Exercise
If a line holds the word "that", copy it from the entries.

Available data
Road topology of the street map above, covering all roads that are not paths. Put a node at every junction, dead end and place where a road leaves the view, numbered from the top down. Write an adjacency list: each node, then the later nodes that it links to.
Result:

...

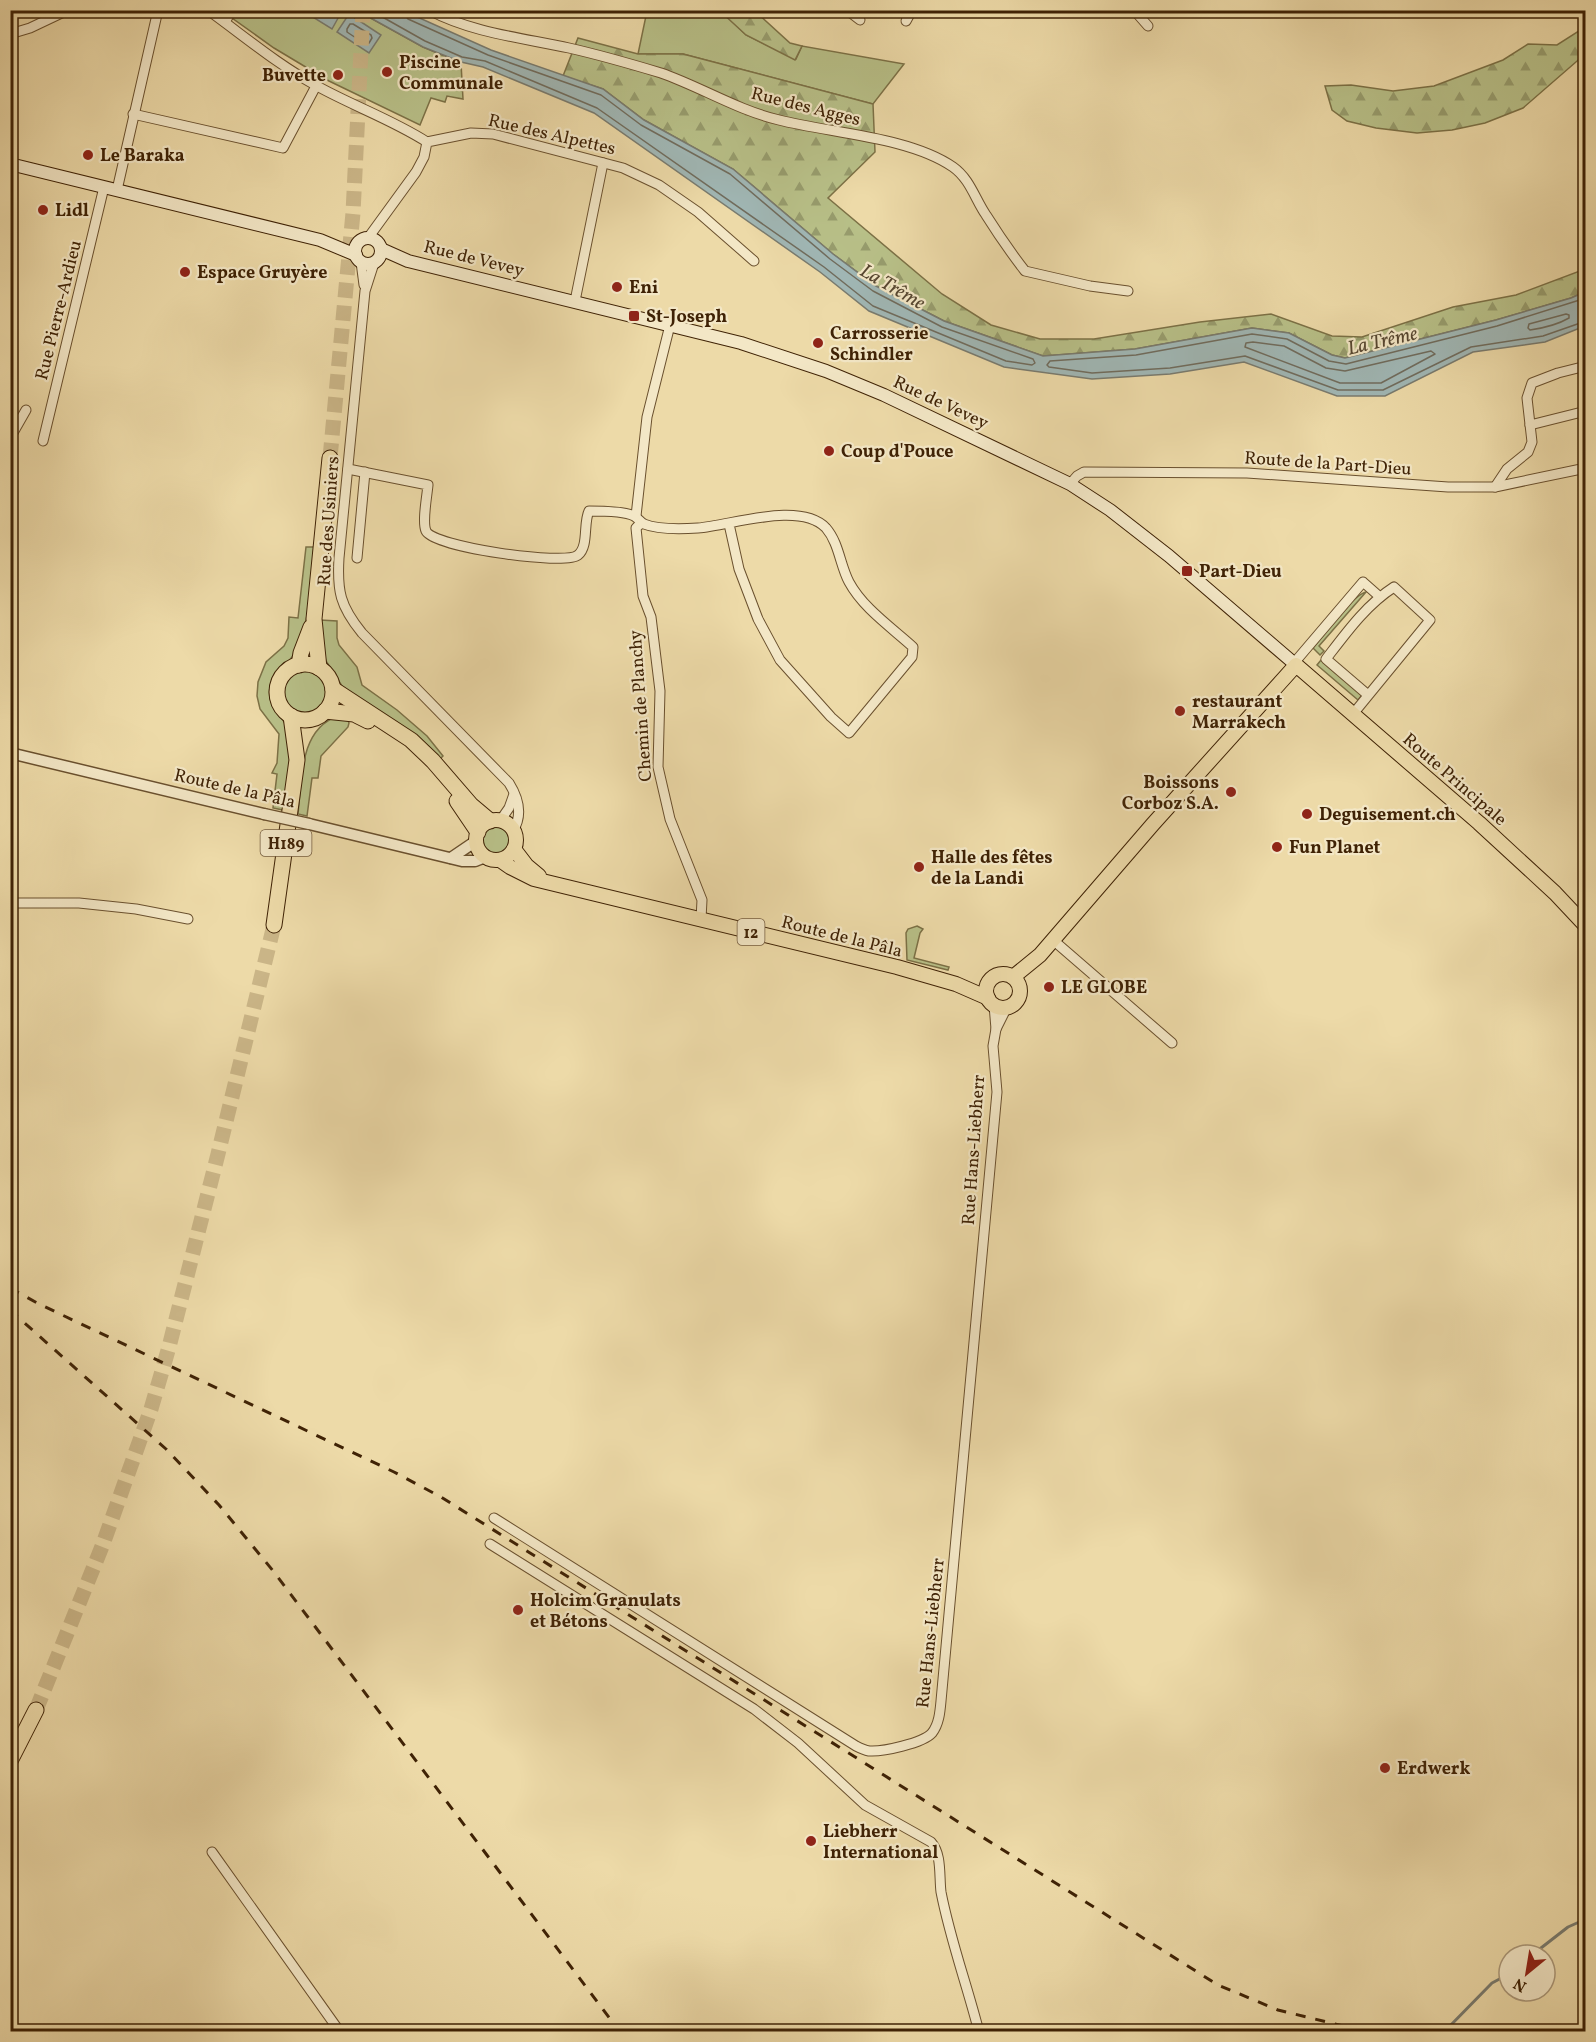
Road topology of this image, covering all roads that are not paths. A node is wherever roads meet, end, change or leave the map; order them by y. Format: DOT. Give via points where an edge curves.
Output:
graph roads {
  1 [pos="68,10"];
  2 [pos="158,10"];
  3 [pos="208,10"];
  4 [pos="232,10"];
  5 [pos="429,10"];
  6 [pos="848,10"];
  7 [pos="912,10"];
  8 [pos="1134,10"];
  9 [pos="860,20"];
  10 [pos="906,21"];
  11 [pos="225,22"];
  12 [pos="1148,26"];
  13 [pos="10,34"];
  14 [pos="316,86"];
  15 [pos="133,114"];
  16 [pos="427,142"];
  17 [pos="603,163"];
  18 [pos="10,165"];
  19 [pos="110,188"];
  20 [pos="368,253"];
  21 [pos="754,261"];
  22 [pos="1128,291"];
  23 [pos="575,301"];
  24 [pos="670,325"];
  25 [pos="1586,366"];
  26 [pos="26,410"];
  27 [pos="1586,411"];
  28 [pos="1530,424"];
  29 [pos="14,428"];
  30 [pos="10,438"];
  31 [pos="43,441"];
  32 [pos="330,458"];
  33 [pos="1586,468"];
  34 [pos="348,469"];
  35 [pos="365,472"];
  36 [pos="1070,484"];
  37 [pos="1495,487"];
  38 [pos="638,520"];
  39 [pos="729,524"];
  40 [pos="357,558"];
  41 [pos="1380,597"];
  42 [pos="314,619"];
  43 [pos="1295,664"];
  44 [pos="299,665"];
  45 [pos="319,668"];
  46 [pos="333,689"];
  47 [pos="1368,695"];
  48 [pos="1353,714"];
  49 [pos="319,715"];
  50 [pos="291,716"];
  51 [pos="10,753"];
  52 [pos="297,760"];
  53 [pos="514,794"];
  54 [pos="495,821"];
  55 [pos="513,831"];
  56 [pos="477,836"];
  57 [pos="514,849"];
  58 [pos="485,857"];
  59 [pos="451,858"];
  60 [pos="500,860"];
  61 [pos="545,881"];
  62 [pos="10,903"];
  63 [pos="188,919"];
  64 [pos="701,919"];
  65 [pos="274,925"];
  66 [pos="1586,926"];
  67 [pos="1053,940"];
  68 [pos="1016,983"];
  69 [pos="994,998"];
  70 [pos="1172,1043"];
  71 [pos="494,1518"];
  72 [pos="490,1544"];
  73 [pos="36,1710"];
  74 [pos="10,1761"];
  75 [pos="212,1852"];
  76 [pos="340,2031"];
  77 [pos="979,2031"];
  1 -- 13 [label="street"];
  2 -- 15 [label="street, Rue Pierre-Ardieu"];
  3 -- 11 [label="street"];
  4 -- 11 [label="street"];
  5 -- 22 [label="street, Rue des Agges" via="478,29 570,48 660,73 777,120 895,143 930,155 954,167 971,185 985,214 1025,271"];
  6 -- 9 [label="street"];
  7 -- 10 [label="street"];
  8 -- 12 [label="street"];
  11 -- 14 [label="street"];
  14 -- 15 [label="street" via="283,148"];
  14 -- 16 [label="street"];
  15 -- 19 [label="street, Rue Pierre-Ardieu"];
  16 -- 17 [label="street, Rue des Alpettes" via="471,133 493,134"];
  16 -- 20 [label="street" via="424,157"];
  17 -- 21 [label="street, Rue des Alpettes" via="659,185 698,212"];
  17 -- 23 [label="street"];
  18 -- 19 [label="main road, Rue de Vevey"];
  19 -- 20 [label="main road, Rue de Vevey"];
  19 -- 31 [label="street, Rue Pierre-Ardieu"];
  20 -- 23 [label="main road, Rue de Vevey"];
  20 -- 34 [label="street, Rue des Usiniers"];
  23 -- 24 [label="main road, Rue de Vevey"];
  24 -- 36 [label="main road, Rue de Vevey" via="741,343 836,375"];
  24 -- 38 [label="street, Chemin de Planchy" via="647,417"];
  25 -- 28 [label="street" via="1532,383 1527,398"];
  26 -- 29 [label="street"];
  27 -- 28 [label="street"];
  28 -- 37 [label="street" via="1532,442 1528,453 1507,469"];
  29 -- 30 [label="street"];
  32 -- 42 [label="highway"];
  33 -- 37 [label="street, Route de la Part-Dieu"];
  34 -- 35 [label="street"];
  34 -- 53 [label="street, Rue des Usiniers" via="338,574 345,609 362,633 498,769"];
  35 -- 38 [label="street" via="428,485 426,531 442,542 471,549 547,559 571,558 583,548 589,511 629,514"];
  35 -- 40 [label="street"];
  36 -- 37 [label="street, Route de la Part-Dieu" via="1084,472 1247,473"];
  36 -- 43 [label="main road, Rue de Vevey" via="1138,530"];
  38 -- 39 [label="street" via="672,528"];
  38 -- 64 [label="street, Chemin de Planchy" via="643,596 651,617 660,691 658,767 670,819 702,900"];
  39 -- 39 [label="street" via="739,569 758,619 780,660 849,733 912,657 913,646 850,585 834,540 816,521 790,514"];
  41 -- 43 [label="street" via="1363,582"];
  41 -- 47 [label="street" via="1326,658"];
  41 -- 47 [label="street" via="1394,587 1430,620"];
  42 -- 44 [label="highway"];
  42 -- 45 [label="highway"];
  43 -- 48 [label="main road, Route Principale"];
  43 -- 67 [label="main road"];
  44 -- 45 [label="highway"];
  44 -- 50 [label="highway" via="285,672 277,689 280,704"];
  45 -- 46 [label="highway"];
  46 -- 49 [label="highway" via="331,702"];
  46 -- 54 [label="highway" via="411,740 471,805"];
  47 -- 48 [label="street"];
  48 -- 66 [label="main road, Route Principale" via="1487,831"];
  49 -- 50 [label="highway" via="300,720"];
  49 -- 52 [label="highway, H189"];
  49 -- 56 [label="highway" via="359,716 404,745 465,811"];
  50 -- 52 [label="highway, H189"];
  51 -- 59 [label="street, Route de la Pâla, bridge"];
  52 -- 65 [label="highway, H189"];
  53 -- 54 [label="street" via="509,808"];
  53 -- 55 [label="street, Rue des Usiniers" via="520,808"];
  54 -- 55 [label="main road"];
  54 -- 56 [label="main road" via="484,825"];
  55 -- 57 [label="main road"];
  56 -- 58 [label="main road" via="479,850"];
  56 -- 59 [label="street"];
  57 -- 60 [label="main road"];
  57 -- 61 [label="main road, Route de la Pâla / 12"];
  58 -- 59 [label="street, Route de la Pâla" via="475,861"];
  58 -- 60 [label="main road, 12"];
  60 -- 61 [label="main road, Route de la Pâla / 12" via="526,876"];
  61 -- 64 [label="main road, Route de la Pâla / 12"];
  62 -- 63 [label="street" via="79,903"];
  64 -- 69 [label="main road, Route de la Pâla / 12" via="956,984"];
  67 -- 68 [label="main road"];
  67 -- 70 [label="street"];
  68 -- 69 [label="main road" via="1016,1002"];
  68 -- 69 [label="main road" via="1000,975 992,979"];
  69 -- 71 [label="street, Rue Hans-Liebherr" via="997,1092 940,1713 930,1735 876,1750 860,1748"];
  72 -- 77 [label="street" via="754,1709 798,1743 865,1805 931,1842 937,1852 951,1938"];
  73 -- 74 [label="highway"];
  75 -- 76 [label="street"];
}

==

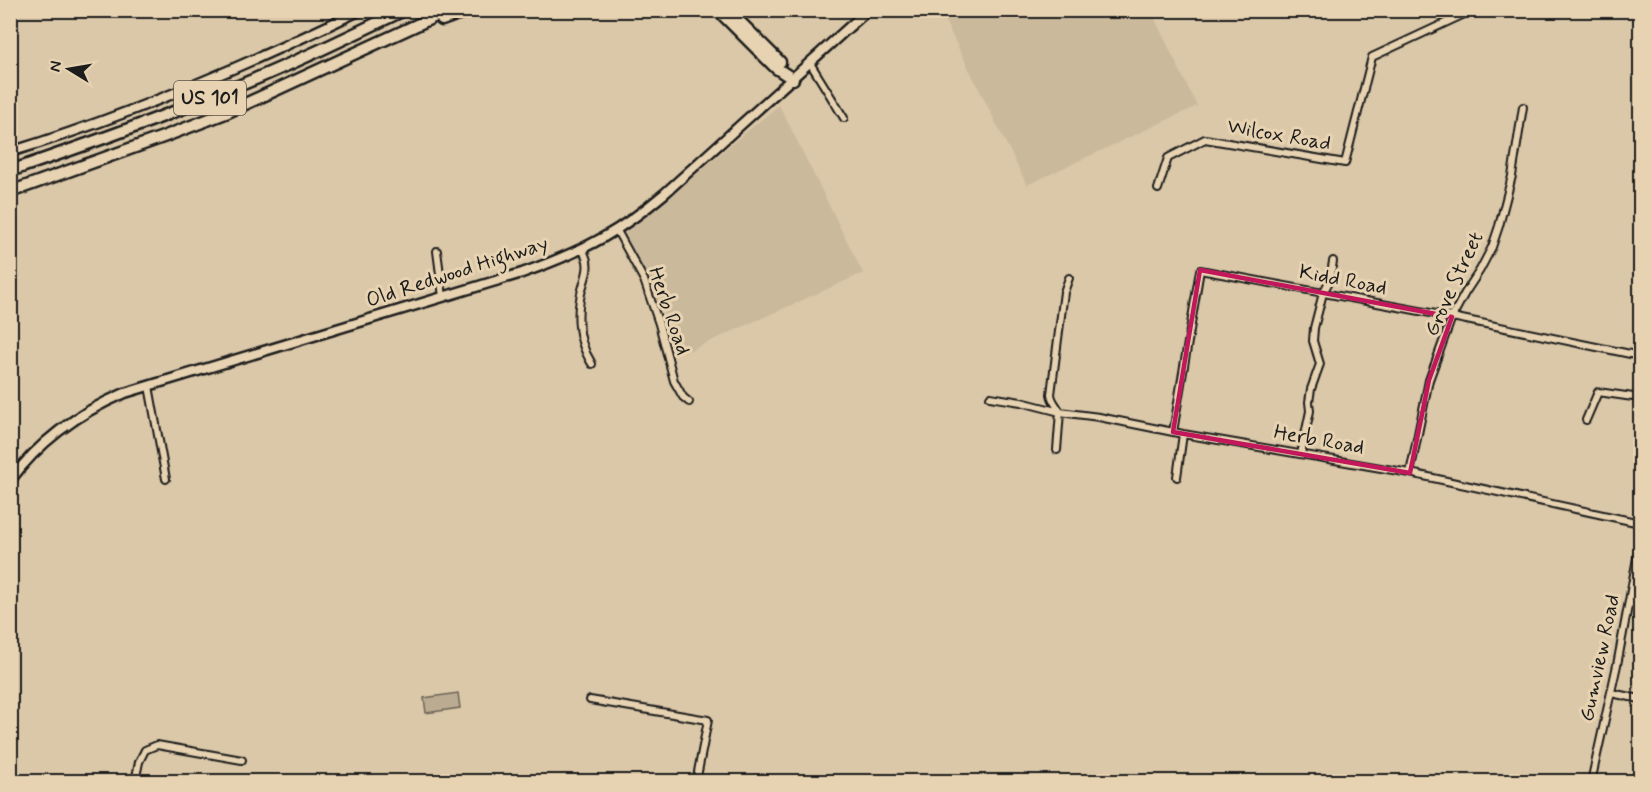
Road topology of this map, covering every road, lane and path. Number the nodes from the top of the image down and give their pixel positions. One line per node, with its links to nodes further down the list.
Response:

Task solution
Road topology of the street map above, covering all roads that are not paths. Put a node at every junction, dead end and place where a road leaves the view, numbered from the top down. Write an adjacency list: each node, then the later nodes that it links to.
Road topology of this image, covering all roads that are not paths. A node is wherever roads meet, end, change or leave the map; order them by y. Format: DOT. Give via points where an edge curves.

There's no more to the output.